Tamrin – just so you know – you are going to be my muse.

I worked with the three dancers for two hours. It was the best rehearsal experience I’ve had in a very long time. I needed it. My shoots with Taylor are at Lincoln Center. I’m stuck in a seat with a tripod set in front of me for most of the afternoon. I must get certain photographs to show off the choreography and the talent of the dancers. There is very little time to think about taking photographs in my own vision.

tamrin goldberg, allegra herman, and caitlin trainor

The shoot with Caitlin and her dancers was the exact opposite. I moved up and down the staircase, my camera often in the faces of the dancers. We all occupied the same space and my movement was unrestricted. The pictures were all about my own needs. Caitlin loves my work. She would be happy with any images I give her. This shoot – I love it a lot!

Today is day #2 of my “mind clearing.” I walked down to MOMA through Central Park. The willow trees are beginning to turn yellow-green and daffodils bloom along the pathways. Despite the crowds I enjoyed the nature, not once stopping to photograph the flowers in bloom. I had already decided the pictures I took today had to be inspired by my visit to MOMA.

As I walked into the museum I saw a young man splayed across the staircase leading up to the galleries. A few professional looking people with “real” cameras photographed this man as a museum guard, showing no concern, stood nearby. I was surprised the guard was allowing this to happen. The body of the man on the floor half-blocked the stairway. As climbed the stairs and walked into the mezzanine’s large exhibition space I noticed half-a-dozen bodies splayed out across the floor. I then realized it had to be a performance art piece. Marina Abramovic performed in this same gallery. It seems no matter how hard I try I can’t get away from dance.

dancer at the museum of modern art performing maria hassabi's "plastic"

This performance piece is called PLASTIC, by Maria Hassabi. I didn’t love the dancers’ outfits and basically I didn’t get it. There were a lot of people in the gallery watching. I guess this kind of thing is nice for tourists. I’ve seen too much during my forty years in New York to appreciate this type of performance piece. I need more.

detail of jackson pollock's "number 1a, 1948"

I decided I would use this museum visit as inspiration for the Smokers’ Detritus pictures I planned to shoot during my walk home. There it was on the wall, Jackson Pollock’s Number 1A. The painting reminded me of the strings, twigs, hair and whatever, often provides the backgrounds for the cigarette butts I photograph in the streets. I took a few closeups of the Pollock and then needed to write. My plan was to head over to the gallery with Monet’s Water Lilies but somehow I found myself sitting in front of Dance by Henri Matisse. Once again drawn to the dance. I can’t get away from it. I have loved this Matisse painting for a very long time; before I moved to New York and began this life as a professional photographer and well before I ever photographed dance.

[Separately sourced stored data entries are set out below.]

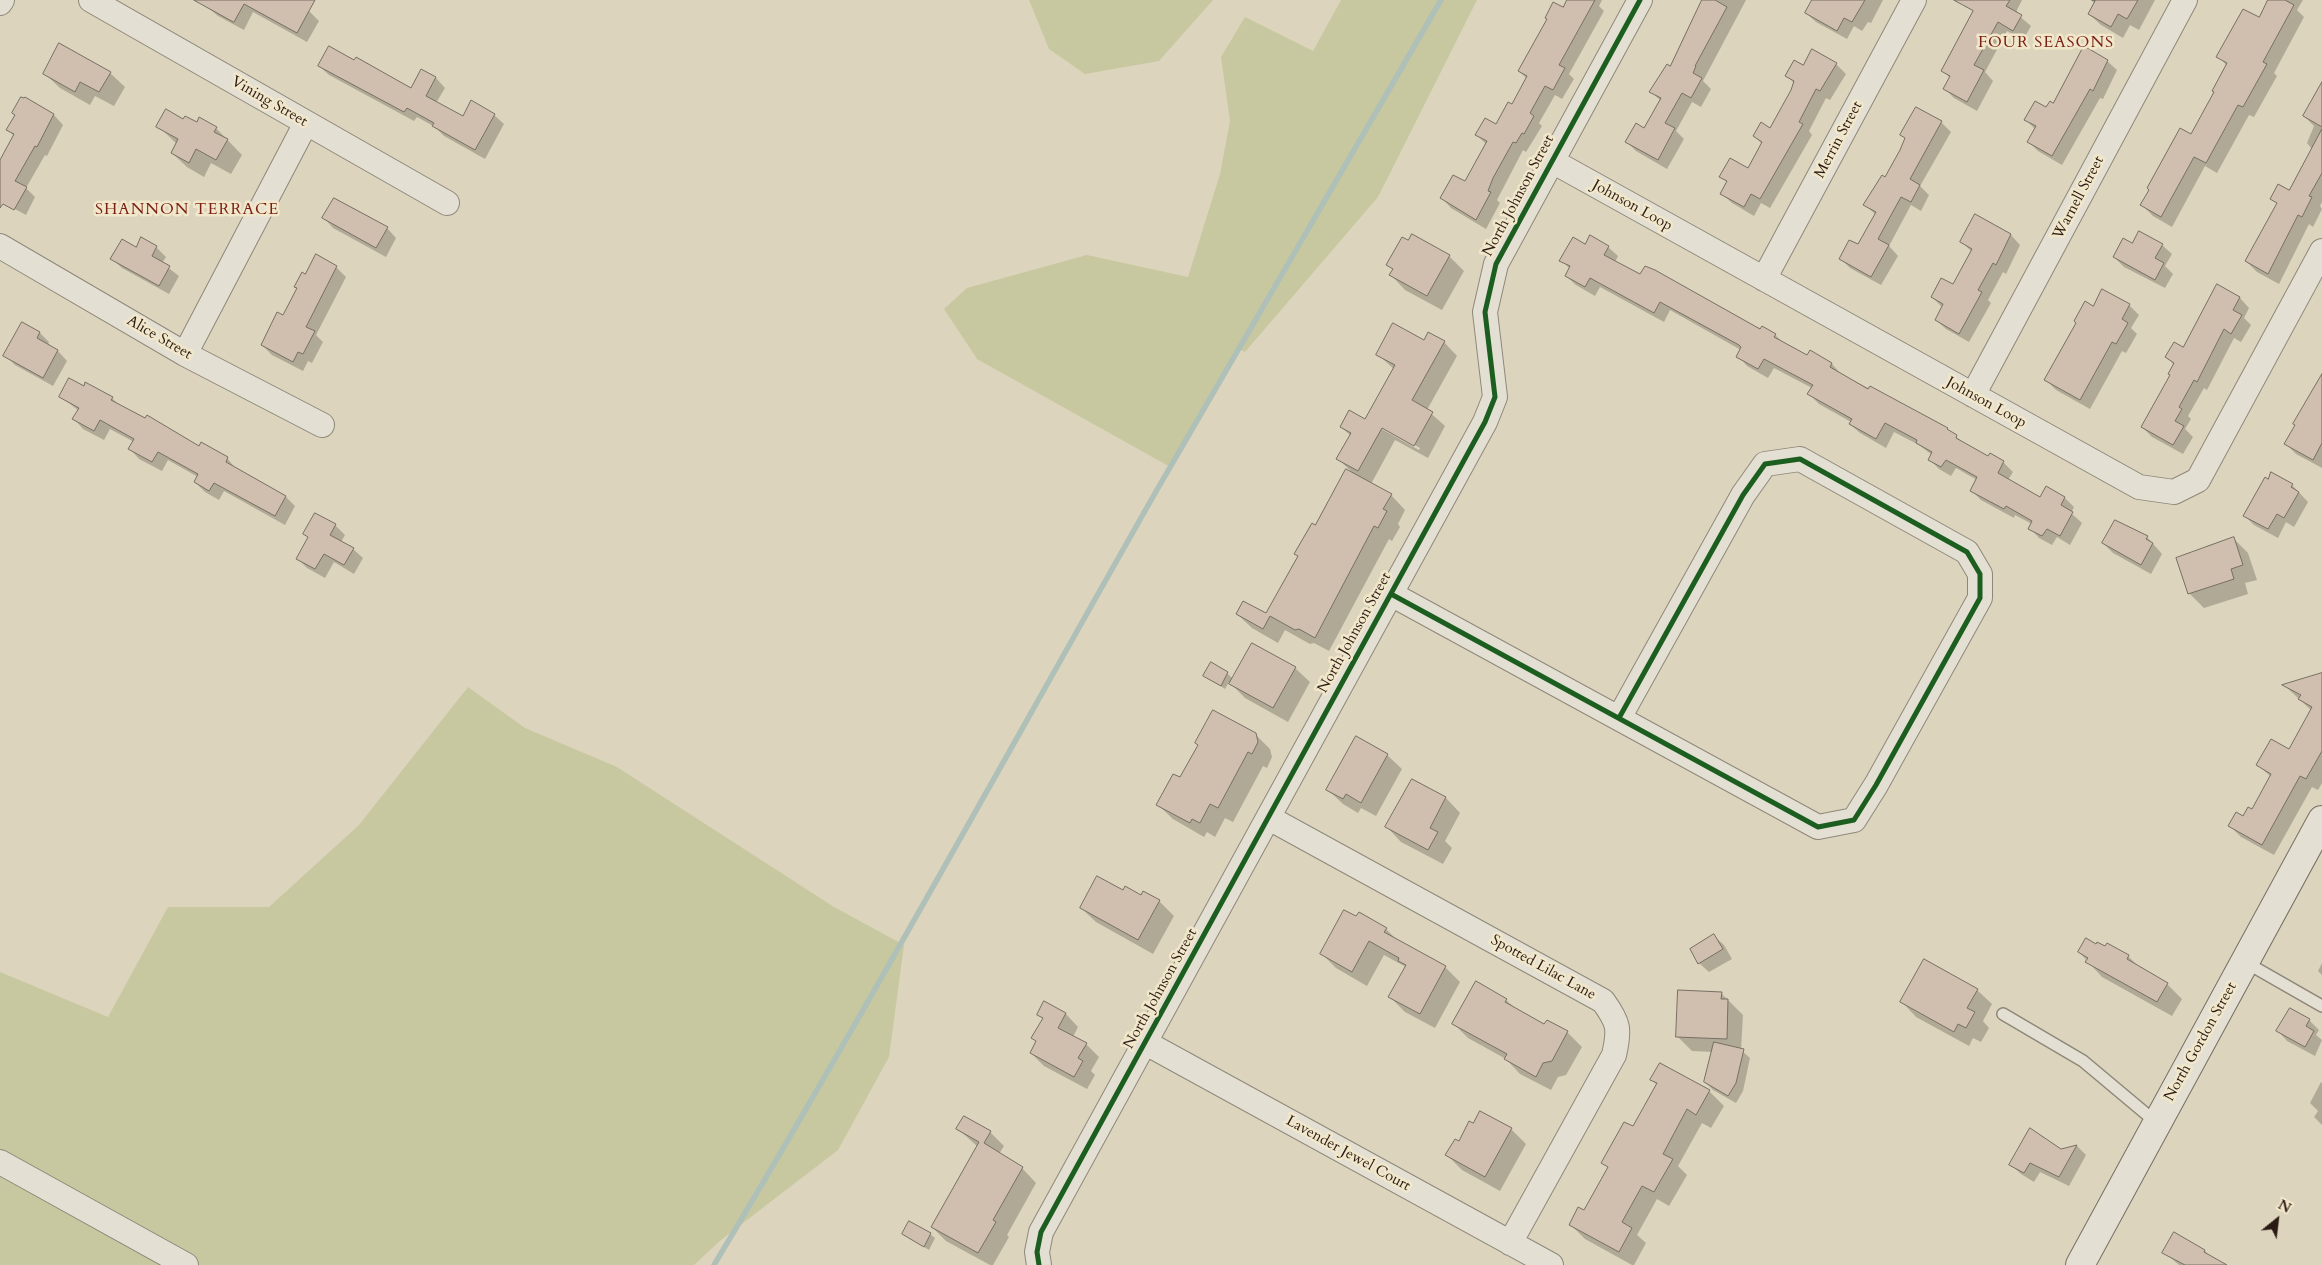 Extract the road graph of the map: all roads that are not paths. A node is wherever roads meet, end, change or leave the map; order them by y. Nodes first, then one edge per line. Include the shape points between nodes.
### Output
1 (91, 0) edge
2 (1640, 0) edge
3 (1914, 0) edge
4 (2185, 0) edge
5 (306, 123) junction
6 (1552, 161) junction
7 (447, 203) dead end
8 (0, 246) edge
9 (2322, 251) edge
10 (1764, 279) junction
11 (185, 354) junction
12 (1973, 395) junction
13 (322, 425) dead end
14 (1391, 594) junction
15 (1619, 718) junction
16 (1269, 818) junction
17 (2322, 820) edge
18 (2245, 962) junction
19 (2322, 1006) edge
20 (2003, 1014) dead end
21 (1146, 1043) junction
22 (2156, 1123) junction
23 (0, 1162) edge
24 (1510, 1243) junction
25 (186, 1265) edge
26 (1039, 1265) edge
27 (1551, 1265) edge
28 (2080, 1265) edge

1 - 5 street, Vining Street
2 - 6 street, North Johnson Street
3 - 10 street, Merrin Street
4 - 12 street, Warnell Street
5 - 7 street, Vining Street
5 - 11 street
6 - 10 street, Johnson Loop
6 - 14 street, North Johnson Street via 1496,264 1488,291 1485,312 1495,397 1485,422
8 - 11 street, Alice Street
9 - 12 street, Johnson Loop via 2198,480 2174,492 2139,487
10 - 12 street, Johnson Loop
11 - 13 street, Alice Street
14 - 15 street
14 - 16 street, North Johnson Street
15 - 15 street via 1818,826 1854,820 1980,598 1980,574 1967,552 1800,460 1765,464 1743,495
16 - 21 street, North Johnson Street
16 - 24 street, Spotted Lilac Lane via 1603,1001 1614,1016 1619,1032 1614,1055
17 - 18 street, North Gordon Street
18 - 19 lane
18 - 22 street, North Gordon Street
20 - 22 lane via 2083,1061
21 - 24 street, Lavender Jewel Court
21 - 26 street, North Johnson Street via 1041,1232 1037,1252
22 - 28 street, North Gordon Street
23 - 25 street
24 - 27 street, Lavender Jewel Court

a woman photographing "dance" by henri matisse

This essay has an ending that hasn’t yet been lived. It’s 5:15pm. The light outside is perfect for shooting cigarette butts. The galleries are closing. I’m off to create my own art.

Later that night: Except for Home Depot not having the supplies I needed, the walk home from the museum was wonderful. Outside the museum, 54th street was full of cigarette butts. I kind of expected that. People smoke before entering MOMA and toss their half-finished cigarettes everywhere – hundreds lying on the streets and sidewalks. Hundreds, but no “Jackson Pollocks.” I photographed some of the detritus anyway.

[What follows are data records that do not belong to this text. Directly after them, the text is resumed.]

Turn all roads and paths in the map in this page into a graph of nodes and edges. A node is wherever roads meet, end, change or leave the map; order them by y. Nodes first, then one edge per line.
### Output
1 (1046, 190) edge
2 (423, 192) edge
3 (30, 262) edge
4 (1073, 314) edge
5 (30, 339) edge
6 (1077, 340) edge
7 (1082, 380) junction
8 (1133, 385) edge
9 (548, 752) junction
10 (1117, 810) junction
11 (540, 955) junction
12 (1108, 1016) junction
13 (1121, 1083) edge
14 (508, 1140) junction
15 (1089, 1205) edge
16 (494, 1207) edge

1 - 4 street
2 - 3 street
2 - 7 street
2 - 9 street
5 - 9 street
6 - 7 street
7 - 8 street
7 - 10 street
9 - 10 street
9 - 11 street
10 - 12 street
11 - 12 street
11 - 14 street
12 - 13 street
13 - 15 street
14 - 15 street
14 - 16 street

kent cigarette remains on 54th street

I didn’t shoot while walking up Fifth Avenue to the park. I spied a few interesting cigarette remains in the street but there were too many tourists crowding the sidewalks. Crawling on the ground with my Iphone – I would have been crushed. That’s when I headed over to Home Depot. I figured I might as well get one errand done.

I crossed 60th street from Home Depot on Third Avenue back to the park. Where 54th had been too clean to be interesting for my Smokers’ Detritus project, 60th street was somewhere between a garbage dump and an ashtray. I was shocked an upper east side street near Bloomingdale’s and Park Avenue could be this disgusting! As the saying goes, “One man’s garbage is another man’s treasure.” This dirty street was a cigarette butt goldmine.

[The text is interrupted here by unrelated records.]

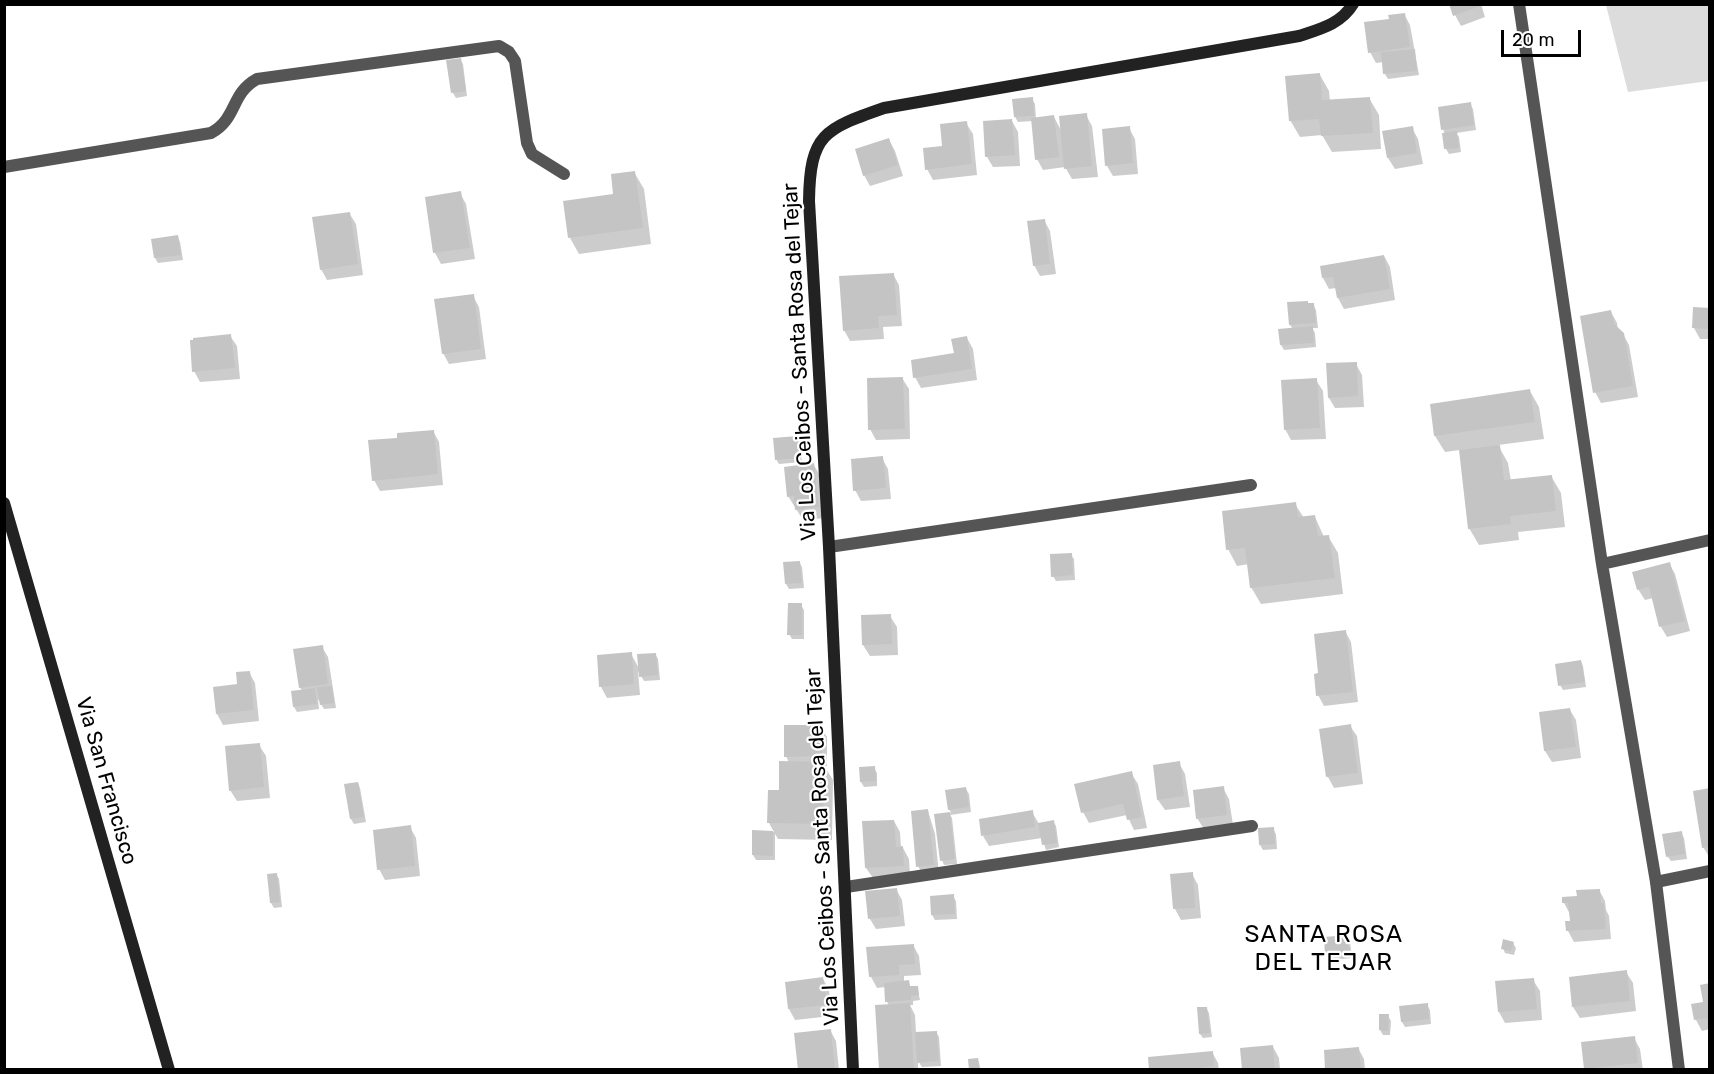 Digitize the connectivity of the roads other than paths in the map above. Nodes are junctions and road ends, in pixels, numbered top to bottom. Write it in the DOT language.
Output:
graph roads {
  1 [pos="1353,4"];
  2 [pos="1519,4"];
  3 [pos="4,167"];
  4 [pos="564,174"];
  5 [pos="1251,485"];
  6 [pos="4,503"];
  7 [pos="1710,540"];
  8 [pos="829,547"];
  9 [pos="1602,564"];
  10 [pos="1252,826"];
  11 [pos="1710,871"];
  12 [pos="1656,882"];
  13 [pos="846,887"];
  14 [pos="169,1070"];
  15 [pos="853,1070"];
  16 [pos="1679,1070"];
  1 -- 8 [label="main road, Via Los Ceibos - Santa Rosa del Tejar"];
  2 -- 9 [label="street"];
  3 -- 4 [label="street"];
  5 -- 8 [label="street"];
  6 -- 14 [label="main road, Via San Francisco"];
  7 -- 9 [label="street"];
  8 -- 13 [label="main road, Via Los Ceibos - Santa Rosa del Tejar"];
  9 -- 12 [label="street"];
  10 -- 13 [label="street"];
  11 -- 12 [label="street"];
  12 -- 16 [label="street"];
  13 -- 15 [label="main road, Via Los Ceibos - Santa Rosa del Tejar"];
}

crushed newport pack on 60th street

It took me a long time to cross the two avenues between Home Depot and Central Park. Cigarette butts in every variation of decay lined the curbs. The sidewalks were so dirty I wasn’t sure I wanted to stop and take pictures. I couldn’t help myself. My poor knees. I did photograph the most worn cigarette box I’ve yet to see in the streets. That was a good find! Still, no “Pollocks.” I knew I had to get into the park while there was still light.

Smoking isn’t allowed in the park. You’d think it wouldn’t be a good place for my series. Think again! In the center of the park, up near where I live, I rarely see a spent butt. Along the edges of the park it’s different. I can also find subject matter under benches along the pathways that cross the park and especially at the southern end of the park where the tourists congregate. I followed a path from the entrance at 60th street towards the Central Park Zoo, hoping to finally find my modern art piece. There is was between the benches – a perfect mix of human and nature’s detritus – lines and wiggles, splashes and blotches. A Jackson Pollock on the streets of New York. I took my pictures and thought this photo essay was finished.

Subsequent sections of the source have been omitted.